I was speaking to a taxation lawyer about a grey area that I find myself in.

Long story short, he pointed to the income tax act which had a section that stated something along the lines of "Because you benefited from the money, you should be taxed on it".

He was basically stating that it doesn't _really_ matter who gets the money, but if I or someone else basically benefited from all the money, then we should be taxed on it instead.

Can someone pls point me in the right direction? Thank you


----------



## lonewolf8 (Jul 16, 2017)

PS - this is for income from a sole proprietorship.


----------



## getliquid (Mar 2, 2014)

why would you come on here asking bunch of strangers when you should just ask the lawyer... google is your friend


----------



## lonewolf8 (Jul 16, 2017)

Because it was a free consultation and I can't find the information I need on Google.


----------



## OhGreatGuru (May 24, 2009)

Free consultations are often worth what you pay for them.

There are only 263 clauses to the Income Tax Act, and nearly 10,000 to the Income Tax Regulations. Good luck.


----------



## RussT (Jul 11, 2016)

I think there are many attribution rules for specific situations. You didn't provide enough information to give a more precise answer.


----------



## OnlyMyOpinion (Sep 1, 2013)

lonewolf8, unless you are related in some way to our longtime lonewolf  member, you might want to consider joining CMF with another user name. It will save potential confusion and IMO would be considerate of you as well.


----------



## OhGreatGuru (May 24, 2009)

I'm pretty sure lonewolf, lonewolf , and lonewolf8 are all the same person.


----------



## OnlyMyOpinion (Sep 1, 2013)

OhGreatGuru said:


> I'm pretty sure lonewolf, lonewolf , and lonewolf8 are all the same person.

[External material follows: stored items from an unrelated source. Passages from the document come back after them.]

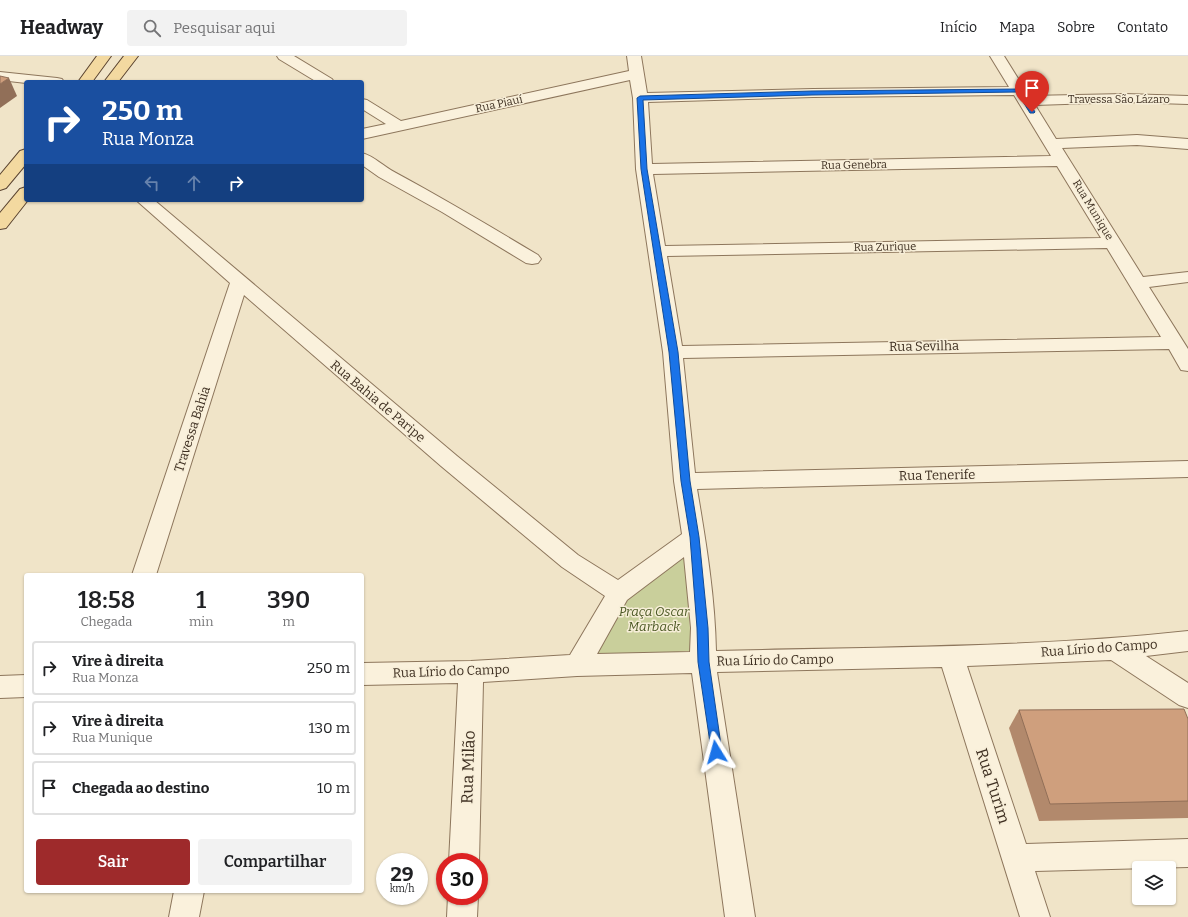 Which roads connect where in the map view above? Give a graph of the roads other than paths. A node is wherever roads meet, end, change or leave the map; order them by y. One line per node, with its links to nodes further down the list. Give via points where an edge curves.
1 (104, 56): 8 (main road)
2 (131, 56): 9 (main road)
3 (284, 56): 10 (street)
4 (997, 56): 11 (street, Rua Munique)
5 (635, 65): 12 (street); 15 (street, Rua Piauí)
6 (0, 76): 7 (street)
7 (38, 80)
8 (86, 80)
9 (113, 80)
10 (324, 80)
11 (1022, 96): 12 (street, Travessa São Lázaro, via 812,93); 13 (street, Travessa São Lázaro); 17 (street, Rua Munique)
12 (640, 98): 22 (street)
13 (1188, 100)
14 (364, 104): 15 (street)
15 (399, 126): 16 (street, Rua Piauí)
16 (364, 134)
17 (1052, 144): 18 (street, via 1115,140); 21 (street, Rua Munique)
18 (1188, 144)
19 (24, 156): 23 (main road)
20 (364, 159): 29 (street)
21 (1063, 161): 22 (street, Rua Genebra); 27 (street, Rua Munique)
22 (644, 169): 28 (street)
23 (0, 185)
24 (24, 194): 26 (main road)
25 (146, 202): 31 (street, Rua Bahia de Paripe)
26 (0, 224)
27 (1113, 243): 28 (street, Rua Zurique); 32 (street, Rua Munique)
28 (656, 251): 34 (street)
29 (532, 259)
30 (1188, 277): 32 (street)
31 (240, 283): 39 (street, Travessa Bahia); 40 (street, Rua Bahia de Paripe, via 570,561)
32 (1138, 283): 33 (street, Rua Munique)
33 (1174, 343): 34 (street, Rua Sevilha); 35 (street, Rua Munique)
34 (674, 352): 37 (street)
35 (1188, 365)
36 (1188, 469): 37 (street, Rua Tenerife)
37 (685, 481): 38 (street)
38 (694, 537): 40 (street); 44 (street, via 703,628)
39 (145, 573)
40 (619, 593): 45 (street)
41 (1188, 641): 42 (street, Rua Lírio do Campo)
42 (1115, 649): 43 (street, Rua Lírio do Campo); 48 (street)
43 (951, 656): 44 (street, Rua Lírio do Campo); 51 (street, Rua Turim)
44 (703, 662): 45 (street, Rua Lírio do Campo); 56 (street)
45 (577, 665): 46 (street, Rua Lírio do Campo)
46 (471, 672): 47 (street, Rua Lírio do Campo); 49 (street, Rua Milão)
47 (364, 674)
48 (1188, 697)
49 (464, 853)
50 (1188, 853): 51 (street)
51 (1017, 858): 57 (street, Rua Turim)
52 (189, 893): 54 (street)
53 (463, 905): 55 (street)
54 (184, 917)
55 (462, 917)
56 (740, 917)
57 (1035, 917)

Crikey, I thought we might be facing the dangers of a growing pack that takes its signs from the stars and northern lights! :eek2:


----------



## humble_pie (Jun 7, 2009)

OhGreatGuru said:


> I'm pretty sure lonewolf, lonewolf , and lonewolf8 are all the same person.



guru i don't believe so. Lonewolf8 has an entirely different language signature from original lonewolf. As onlyMO suggests, wolf8 should change his nombre PDQ.

is there a 3rd lupine prowling the forum who is named lonewolf ? pas encore vu

.


----------



## OhGreatGuru (May 24, 2009)

lonewolf  has 588 posts. http://canadianmoneyforum.com/member.php/327554-lonewolf-)

He started posting shortly after lonewolf stopped, and from the tenor of his questions and hectoring, I concluded they were the same person. If I am wrong about lonewolf8, I will apologize in advance.


----------



## twa2w (Mar 5, 2016)

What you are looking for is in the first few pages of the income tax act.

http://laws-lois.justice.gc.ca/eng/acts/I-3.3/page-1.html

Good luck and have fun reading. I had to read the entire thing for a course a number of years ago - it was our text book.


----------